Wat hij tijdens het graven opdolf, deed archeologen overal ter wereld verbaasd staan. Er kwam een zandstenen grafkist aan het licht uit de Romeinse tijd, vol reliëfs aan de binnenkant. Dat hoorde niet. Romeinen lieten de binnenzijde van hun doodskisten niet vol versieringen houwen. In het hele voormalige Romeinse Rijk is dan ook nooit een tweede soortgelijk exemplaar gevonden. Wierts verkocht zijn vondst aan het Rijksmuseum van Oudheden in Leiden voor het toentertijd enorme bedrag van 8500 gulden.
De sarcofaag van Simpelveld is in Leiden altijd te bezichtigen geweest, maar daar staat hij een beetje achteraf. In het gemeentehuis van Simpelveld, midden in de grote hal staat de replica en met het volle licht erop, komen de verbazingwekkende gaafheid en rijkdom van de reliëfs uit de tweede eeuw na Christus nog steeds tot hun recht.
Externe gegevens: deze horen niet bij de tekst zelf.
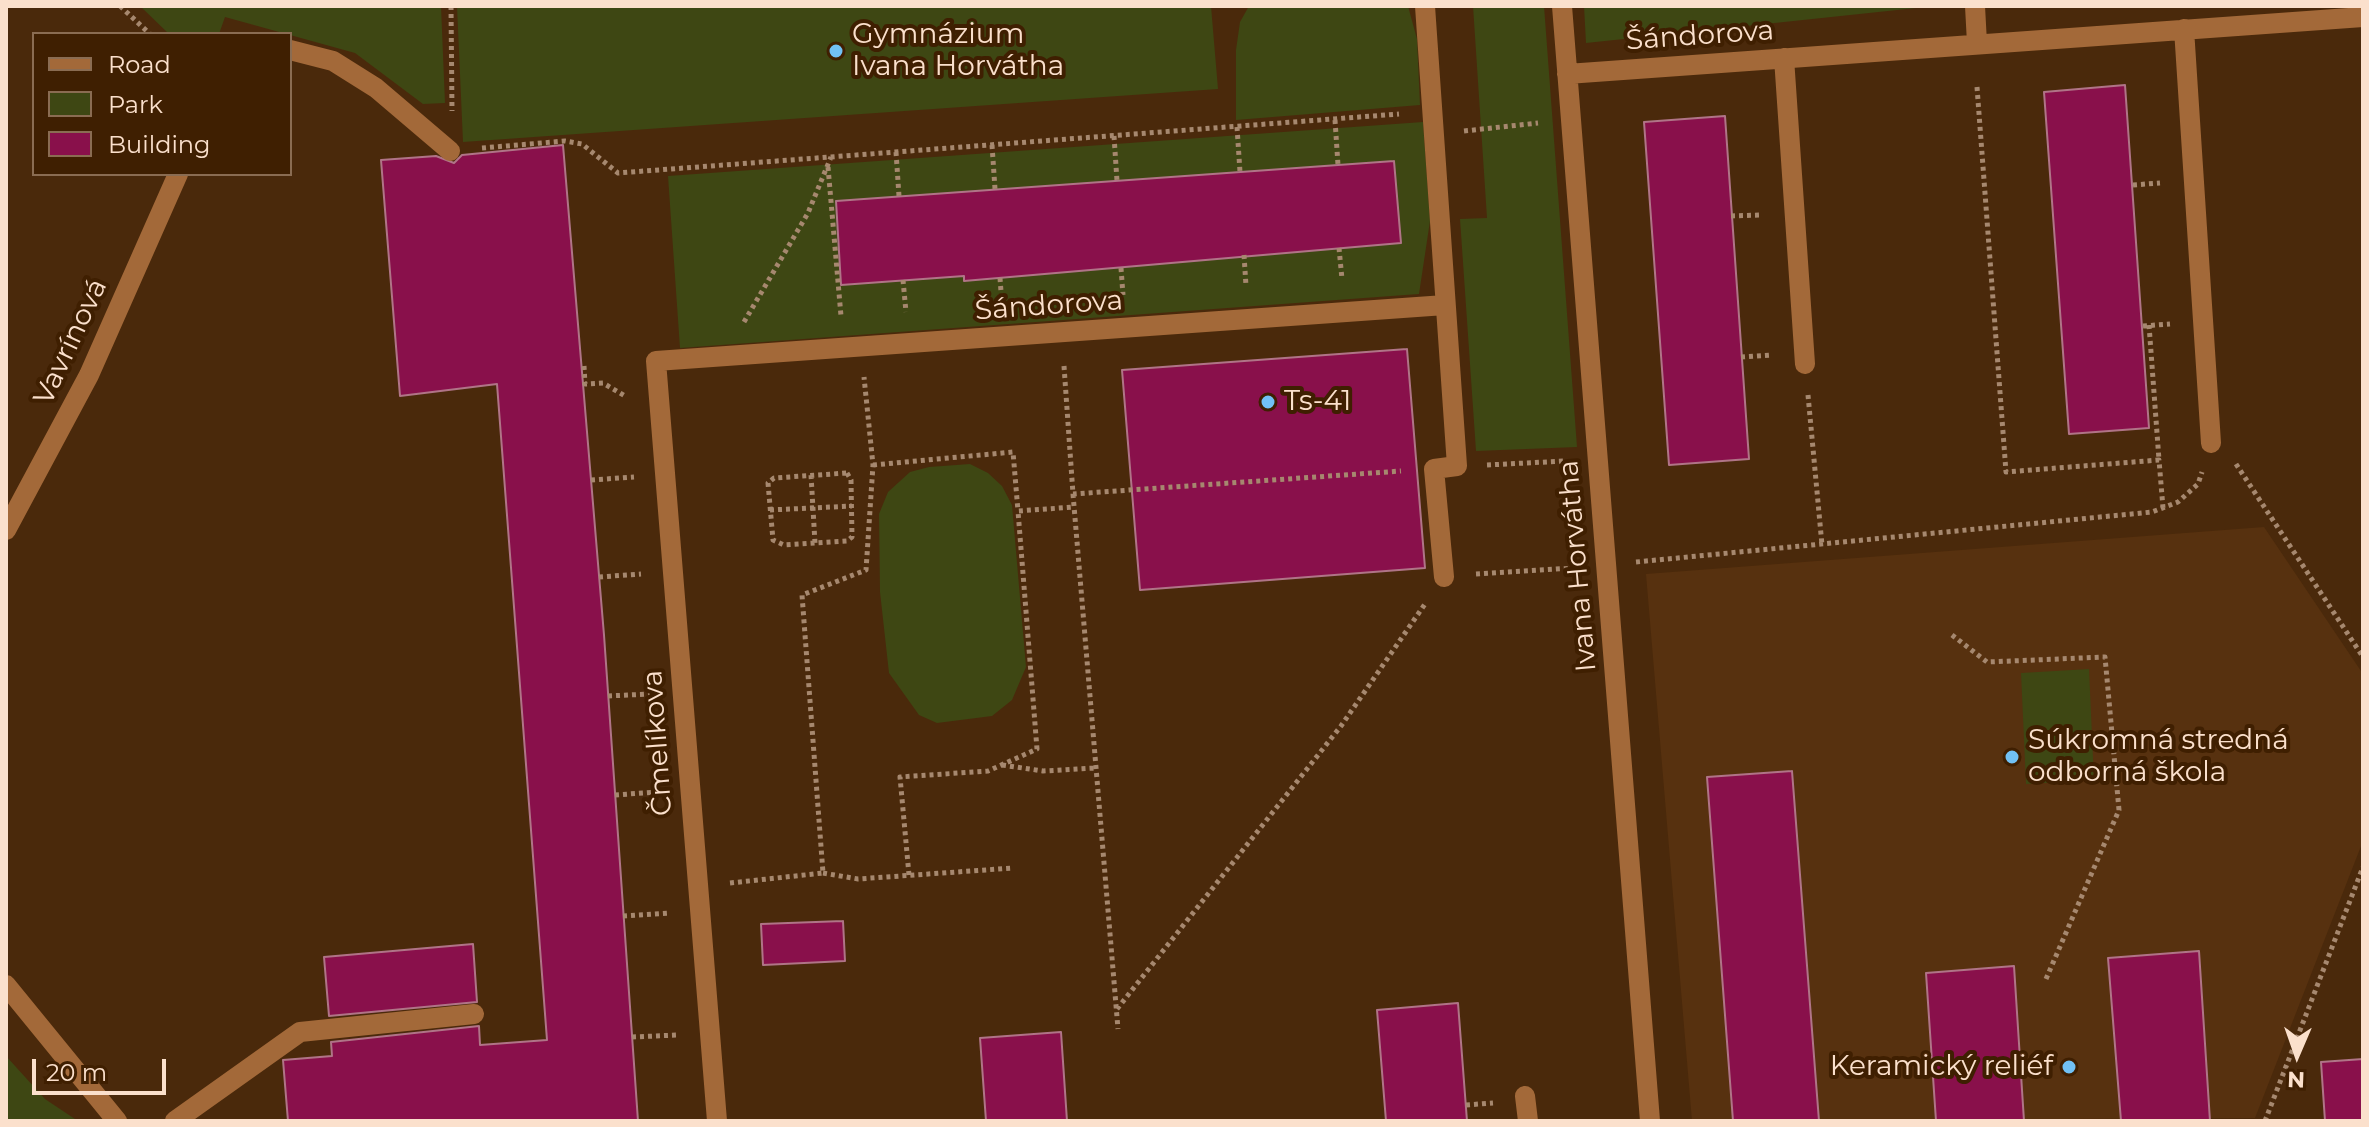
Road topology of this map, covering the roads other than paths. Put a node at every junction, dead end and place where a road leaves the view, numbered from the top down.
1 (1425, 6) edge
2 (1562, 6) edge
3 (1975, 6) edge
4 (2363, 17) edge
5 (2184, 29) junction
6 (1977, 43) junction
7 (292, 51) edge
8 (1784, 58) junction
9 (1567, 74) junction
10 (445, 146) road end
11 (177, 176) edge
12 (1445, 305) junction
13 (656, 361) joint
14 (1805, 364) road end
15 (2211, 443) road end
16 (12, 502) edge
17 (6, 530) edge
18 (1444, 577) road end
19 (6, 985) edge
20 (474, 1014) dead end
21 (1525, 1096) dead end
22 (117, 1121) edge
23 (175, 1121) edge
24 (717, 1121) edge
25 (1528, 1121) edge
26 (1650, 1121) edge

1 - 12 street
2 - 9 street, Ivana Horvátha
3 - 6 street
4 - 5 street, Šándorova
5 - 6 street, Šándorova
5 - 15 street
6 - 8 street, Šándorova
7 - 10 street
8 - 9 street, Šándorova
8 - 14 street
9 - 26 street, Ivana Horvátha
11 - 16 street, Vavrínová
12 - 13 street, Šándorova
12 - 18 street
13 - 24 street, Čmelíkova
16 - 17 street, Vavrínová
19 - 22 street
20 - 23 street
21 - 25 street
Je ziet een dame gedrapeerd op een sofa, de dode, met aan haar voeten de gevel van een huis, vermoedelijk haar Villa. Aan de andere kant van de kist is een rek uitgehouwen met kannen en potjes, een bijzettafeltje, een aanrecht met flessen en een kast. Aan het hoofdeinde van de gebeeldhouwde dode is een rechte stoel te zien en een schatkist. Gouden juwelen lagen in de grafkist verspreid.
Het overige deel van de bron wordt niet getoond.